◆ The task: Please say how many lines in the entries below hold the string "HERVAL", with no other words.

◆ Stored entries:
%%

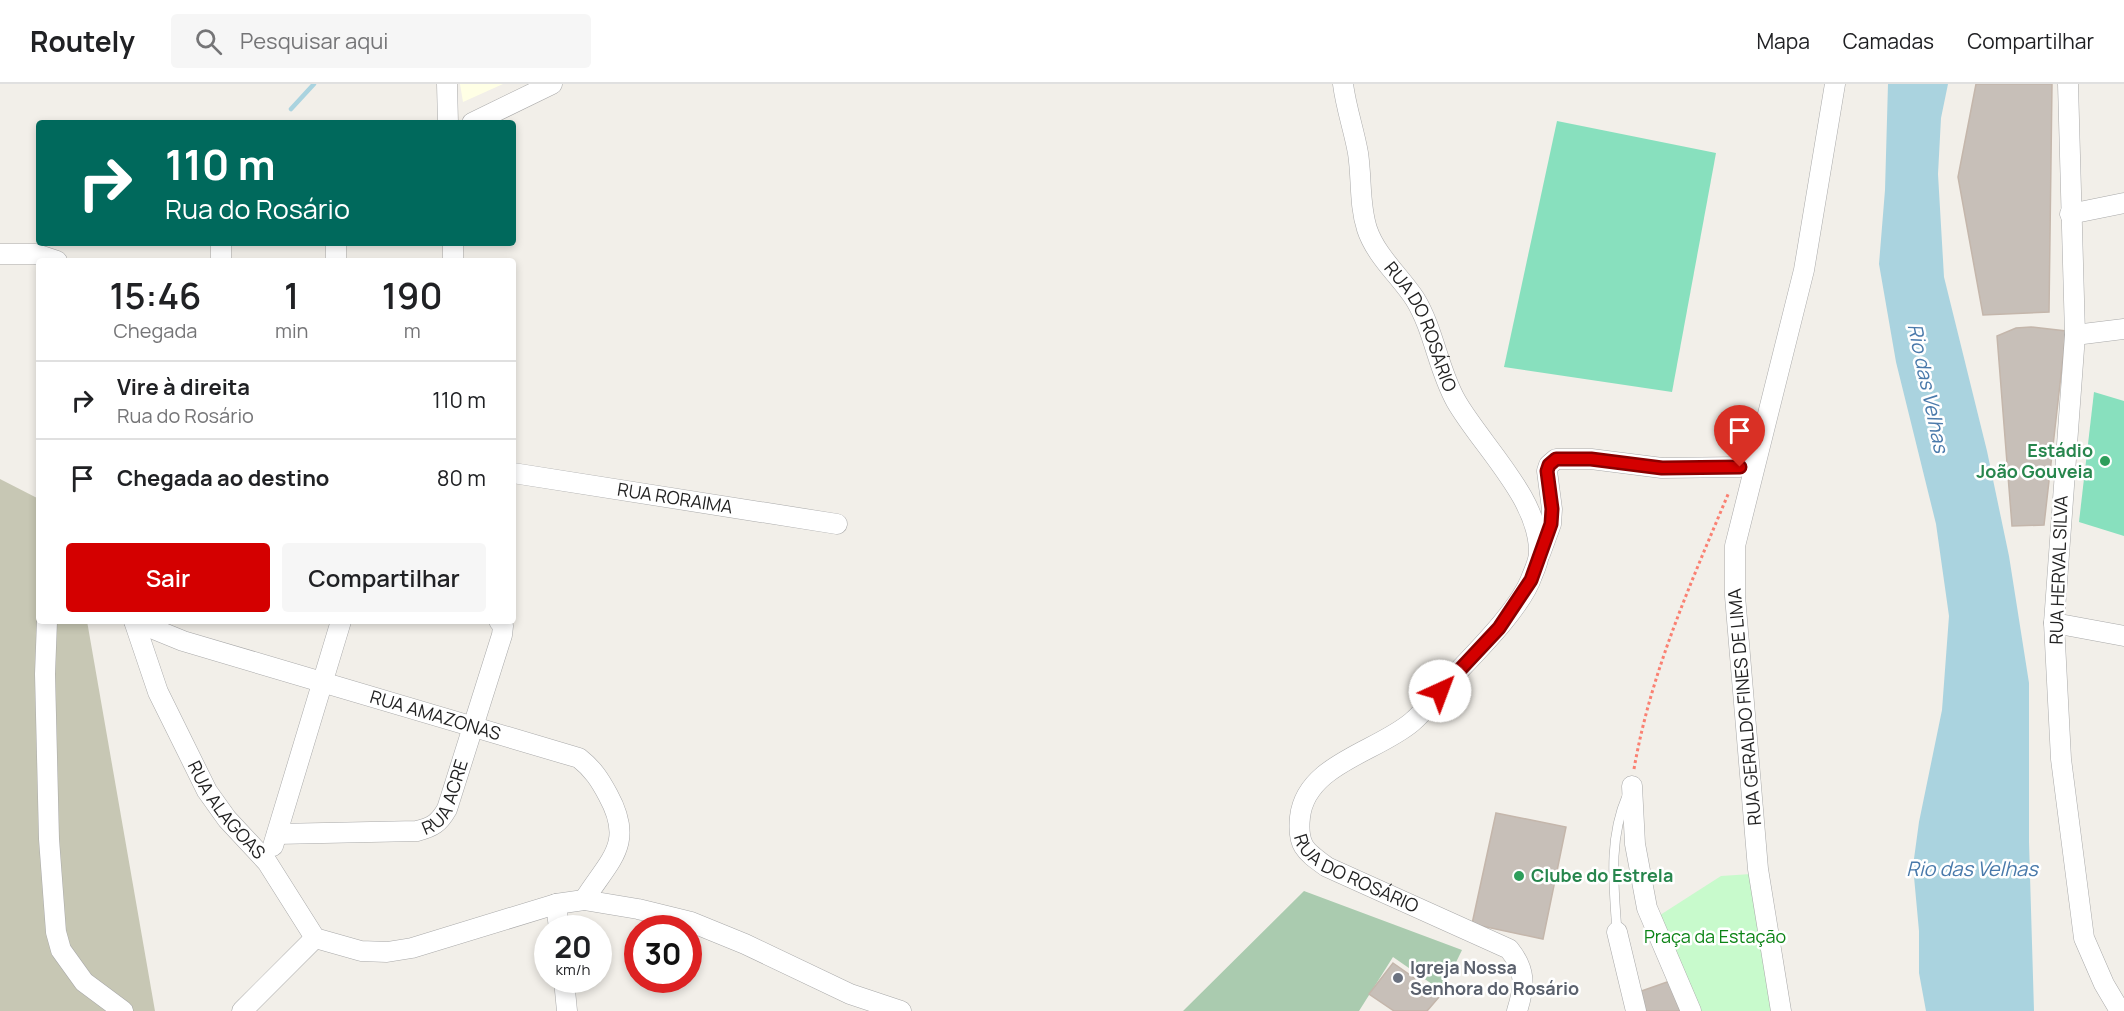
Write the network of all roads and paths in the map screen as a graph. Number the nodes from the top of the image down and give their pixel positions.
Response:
1 (447, 84) edge
2 (552, 84) edge
3 (1342, 84) edge
4 (1835, 84) edge
5 (2068, 84) edge
6 (448, 120) edge
7 (478, 120) edge
8 (2124, 203) edge
9 (2070, 214) junction
10 (0, 254) edge
11 (48, 258) edge
12 (2124, 329) edge
13 (2075, 335) junction
14 (1740, 467) joint
15 (516, 473) edge
16 (837, 524) dead end
17 (1540, 554) junction
18 (2054, 623) junction
19 (47, 624) edge
20 (135, 624) edge
21 (141, 624) edge
22 (340, 624) edge
23 (501, 624) edge
24 (2124, 636) edge
25 (323, 683) junction
26 (472, 728) junction
27 (1632, 786) junction
28 (277, 834) junction
29 (267, 862) junction
30 (584, 900) junction
31 (556, 904) junction
32 (557, 915) edge
33 (1617, 932) joint
34 (315, 938) junction
35 (565, 993) edge
36 (123, 1011) edge
37 (242, 1011) edge
38 (567, 1011) edge
39 (901, 1011) edge
40 (1518, 1011) edge
41 (1636, 1011) edge
42 (1691, 1011) edge
43 (1780, 1011) edge
44 (2121, 1011) edge

1 - 6 street
2 - 7 street
3 - 17 street, RUA DO ROSÁRIO
4 - 43 street, RUA GERALDO FINES DE LIMA
5 - 9 street, RUA HERVAL SILVA
8 - 9 street
9 - 13 street, RUA HERVAL SILVA
10 - 11 street
12 - 13 street
13 - 18 street, RUA HERVAL SILVA
14 - 17 street, RUA DO ROSÁRIO
14 - 27 path
15 - 16 street, RUA RORAIMA
17 - 40 street, RUA DO ROSÁRIO
18 - 24 street
18 - 44 street, RUA HERVAL SILVA
19 - 36 street
20 - 29 street, RUA ALAGOAS
21 - 25 street, RUA AMAZONAS
22 - 25 street, RUA ALAGOAS
23 - 26 street, RUA ACRE
25 - 26 street, RUA AMAZONAS
25 - 28 street, RUA ALAGOAS
26 - 28 street, RUA ACRE
26 - 30 street, RUA AMAZONAS
27 - 33 lane
27 - 42 street
28 - 29 street, RUA ALAGOAS
29 - 34 street
30 - 31 street
30 - 39 street
31 - 32 street
31 - 34 street
33 - 41 street
34 - 37 street
35 - 38 street

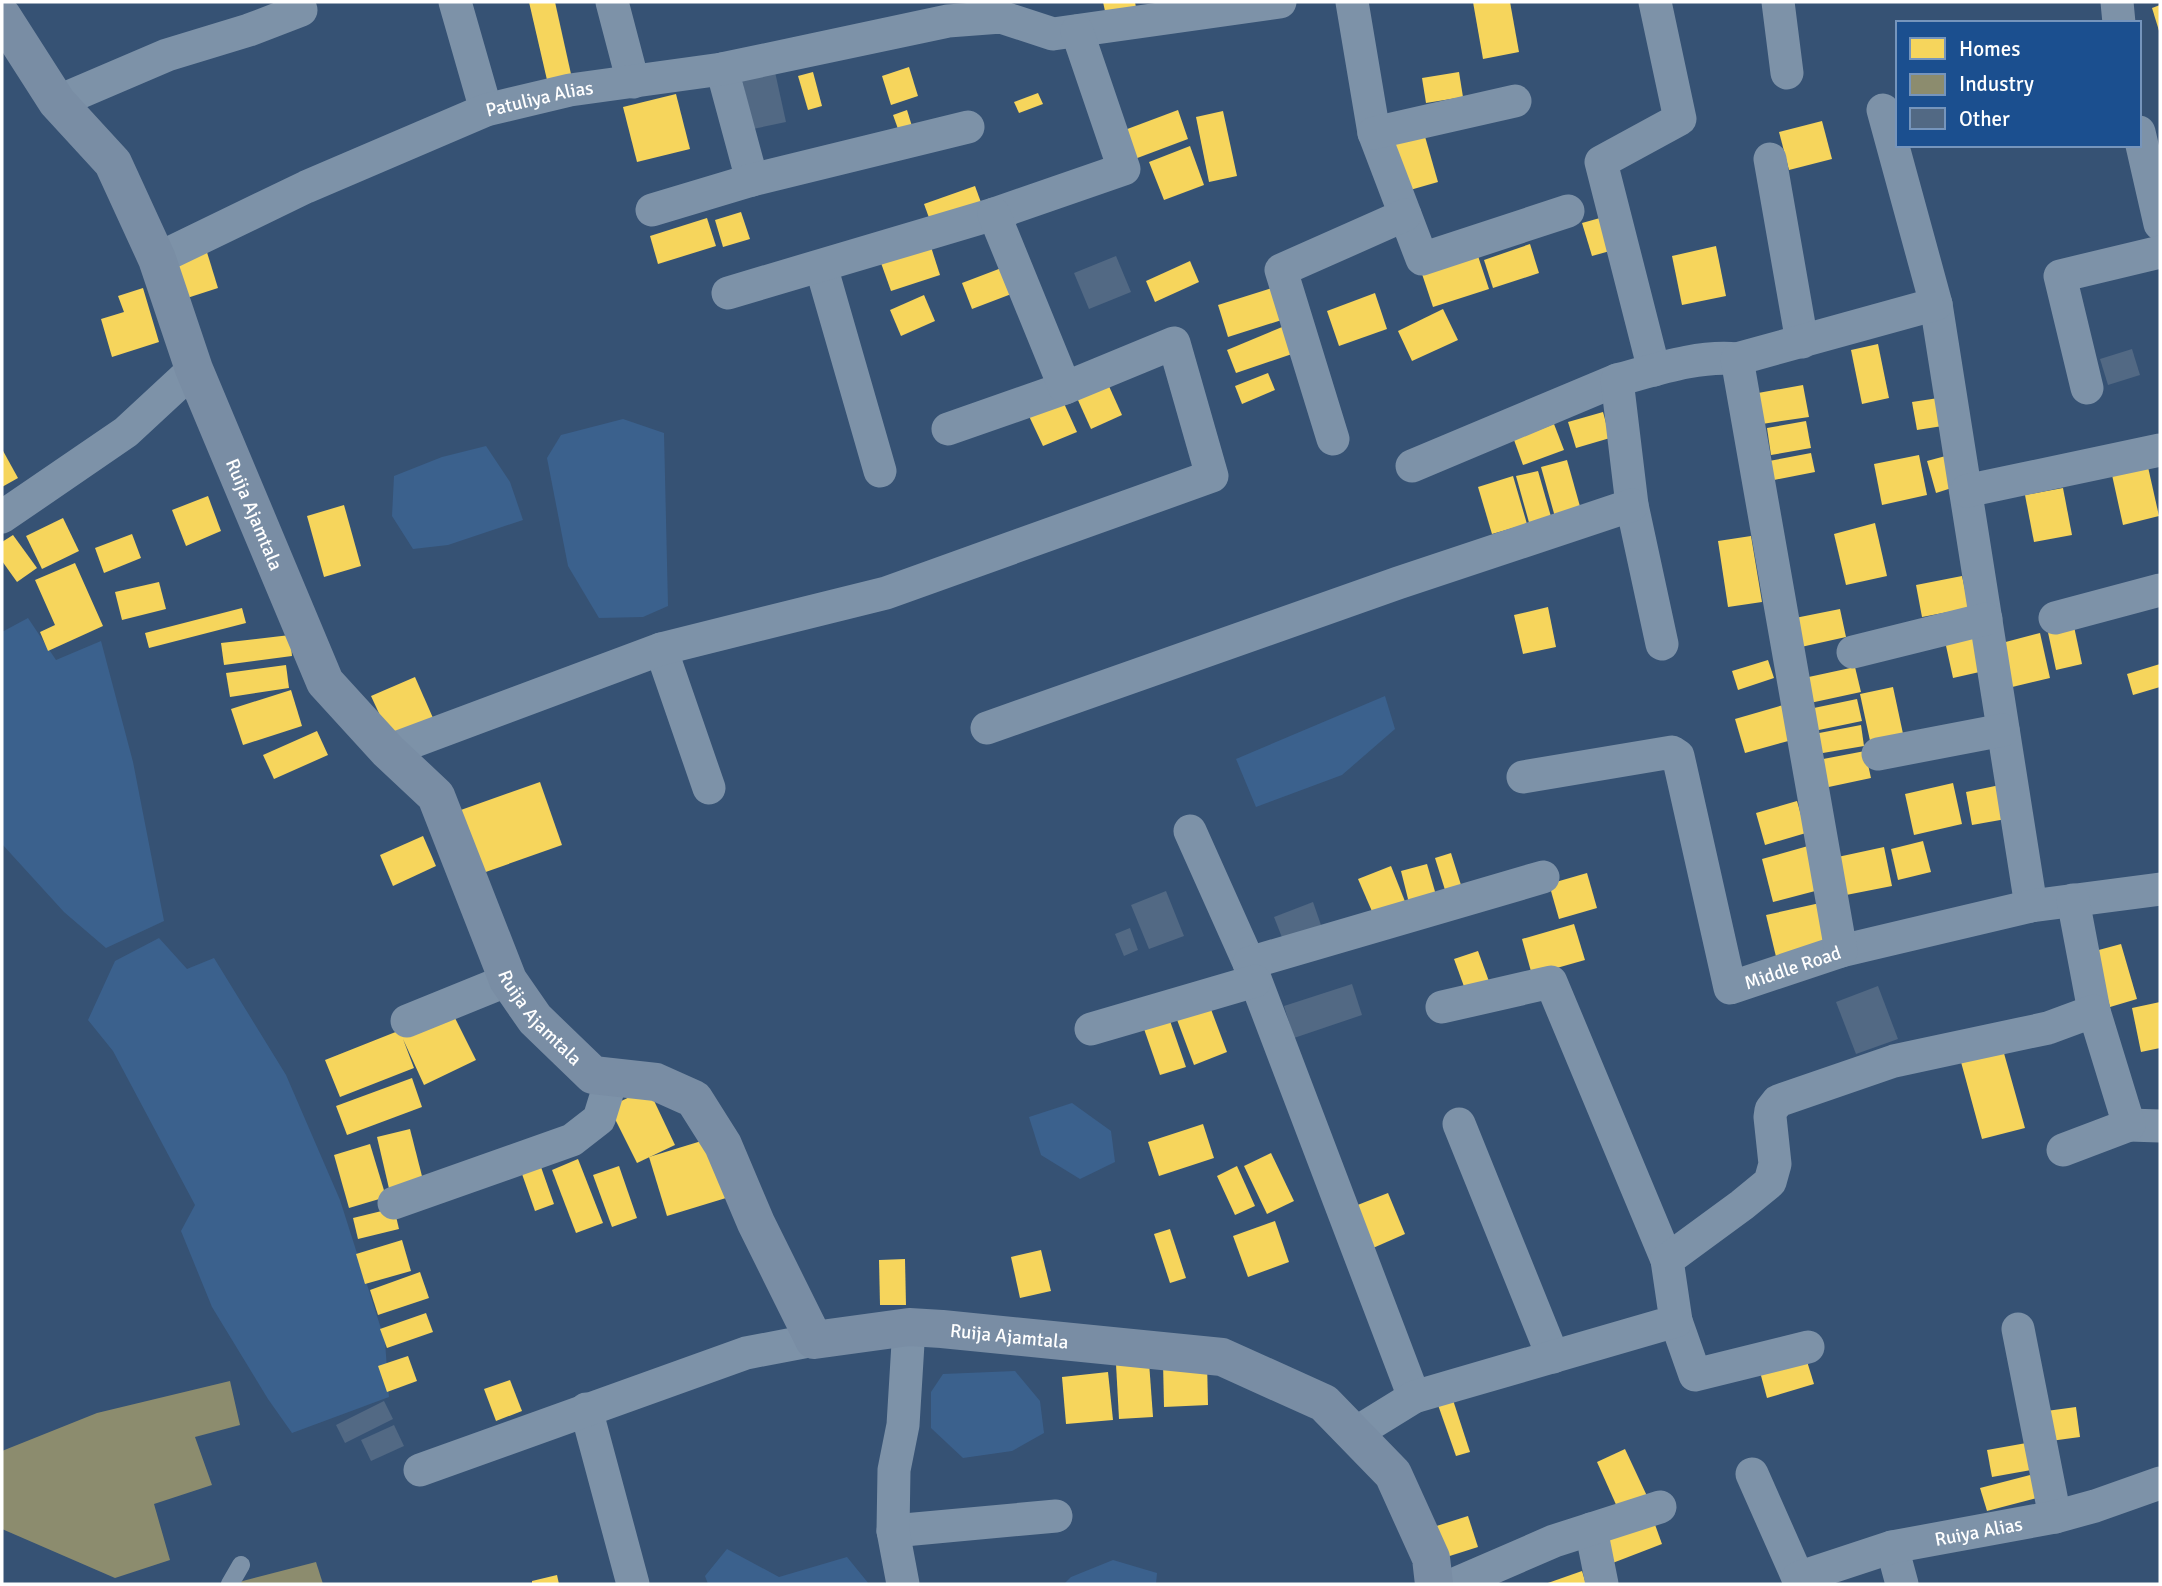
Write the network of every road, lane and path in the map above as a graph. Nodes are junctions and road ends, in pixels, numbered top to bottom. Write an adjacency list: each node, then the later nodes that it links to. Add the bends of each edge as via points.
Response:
1 (455, 2): 18 (street)
2 (612, 2): 15 (street)
3 (1280, 2): 12 (street, Patuliya Alias)
4 (1352, 2): 21 (street)
5 (1655, 2): 38 (street, via 1680,120 1601,162)
6 (1778, 2): 14 (street)
7 (2118, 2): 11 (street)
8 (301, 10): 17 (street, via 167,55)
9 (945, 11): 12 (street, Patuliya Alias, via 1001,17 1053,34); 13 (street, Patuliya Alias)
10 (2, 16): 17 (street, Ruija Ajamtala)
11 (2119, 21)
12 (1077, 31): 27 (street, via 1124,169)
13 (722, 69): 15 (street, Patuliya Alias); 24 (street)
14 (1787, 73)
15 (633, 82): 18 (street, Patuliya Alias, via 570,90)
16 (1515, 101): 21 (street)
17 (57, 102): 31 (street, Ruija Ajamtala, via 113,163)
18 (486, 110): 31 (street, Patuliya Alias, via 306,187)
19 (1883, 110): 34 (street)
20 (968, 127): 24 (street)
21 (1374, 133): 28 (street)
22 (2141, 141): 29 (street)
23 (1770, 159): 35 (street)
24 (752, 180): 25 (street)
25 (652, 210)
26 (1568, 211): 28 (street, via 1422,259)
27 (994, 214): 32 (street); 40 (street)
28 (1405, 215): 43 (street, via 1281,270)
29 (2160, 223)
30 (2160, 252): 41 (street, via 2060,276)
31 (157, 259): 37 (street, Ruija Ajamtala)
32 (821, 266): 33 (street); 46 (street)
33 (728, 293)
34 (1936, 304): 35 (street); 47 (street)
35 (1802, 342): 36 (street)
36 (1737, 359): 38 (street, via 1719,357); 67 (street)
37 (194, 369): 49 (street, via 126,432); 58 (street, Ruija Ajamtala, via 325,681)
38 (1654, 370): 39 (street)
39 (1617, 380): 45 (street); 48 (street)
40 (1065, 388): 42 (street); 54 (street, via 1174,343 1212,476 886,593)
41 (2087, 388)
42 (948, 429)
43 (1333, 439)
44 (2160, 450): 47 (street)
45 (1412, 466)
46 (880, 471)
47 (1966, 491): 52 (street)
48 (1632, 505): 53 (street); 56 (street)
49 (2, 517)
50 (2160, 590): 51 (street)
51 (2055, 618)
52 (1986, 620): 55 (street); 57 (street)
53 (1662, 644)
54 (661, 649): 58 (street); 61 (street)
55 (1853, 652)
56 (986, 728)
57 (2003, 730): 59 (street); 66 (street)
58 (388, 751): 69 (street, Ruija Ajamtala, via 436,796)
59 (1878, 754)
60 (1523, 777): 67 (street, Middle Road, via 1672,752 1681,763 1730,988)
61 (709, 788)
62 (1190, 831): 68 (street)
63 (1543, 877): 68 (street)
64 (2160, 889): 65 (street, Middle Road)
65 (2073, 900): 66 (street, Middle Road); 71 (street)
66 (2031, 906): 67 (street, Middle Road)
67 (1840, 951)
68 (1252, 972): 73 (street); 86 (street)
69 (508, 980): 72 (street); 74 (street, Ruija Ajamtala, via 535,1019 593,1075)
70 (1442, 1007): 79 (street, via 1552,982)
71 (2094, 1011): 76 (street); 79 (street, via 2048,1027 1894,1061 1778,1101 1770,1117 1775,1164 1770,1182)
72 (407, 1021)
73 (1091, 1029)
74 (612, 1077): 78 (street, via 598,1119 572,1140); 83 (street, Ruija Ajamtala, via 656,1083 694,1099 723,1145)
75 (1459, 1124): 85 (street)
76 (2145, 1126): 77 (street)
77 (2063, 1150)
78 (394, 1203)
79 (1667, 1260): 80 (street)
80 (1676, 1321): 84 (street, via 1695,1375); 85 (street)
81 (909, 1327): 83 (street, Ruija Ajamtala); 88 (street, Ruija Ajamtala, via 1223,1357 1324,1403); 96 (street, via 903,1425 894,1470)
82 (2018, 1329): 94 (street)
83 (814, 1340): 87 (street, via 746,1353)
84 (1808, 1347)
85 (1553, 1357): 86 (street)
86 (1414, 1397): 88 (street)
87 (586, 1409): 89 (street); 101 (street)
88 (1354, 1434): 103 (street, Ruija Ajamtala, via 1392,1474 1431,1558)
89 (420, 1470)
90 (1752, 1475): 99 (street, Ruiya Alias)
91 (2160, 1483): 94 (street, Ruiya Alias)
92 (1660, 1507): 95 (street)
93 (1056, 1517): 96 (street)
94 (2055, 1517): 97 (street, Ruiya Alias)
95 (1591, 1529): 104 (street); 105 (street)
96 (893, 1531): 102 (street)
97 (1892, 1547): 99 (street, Ruiya Alias); 106 (street)
98 (241, 1564): 100 (lane)
99 (1798, 1581)
100 (230, 1584)
101 (633, 1584)
102 (902, 1584)
103 (1434, 1584)
104 (1455, 1584)
105 (1602, 1584)
106 (1902, 1584)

%%

◆ Exercise result: 4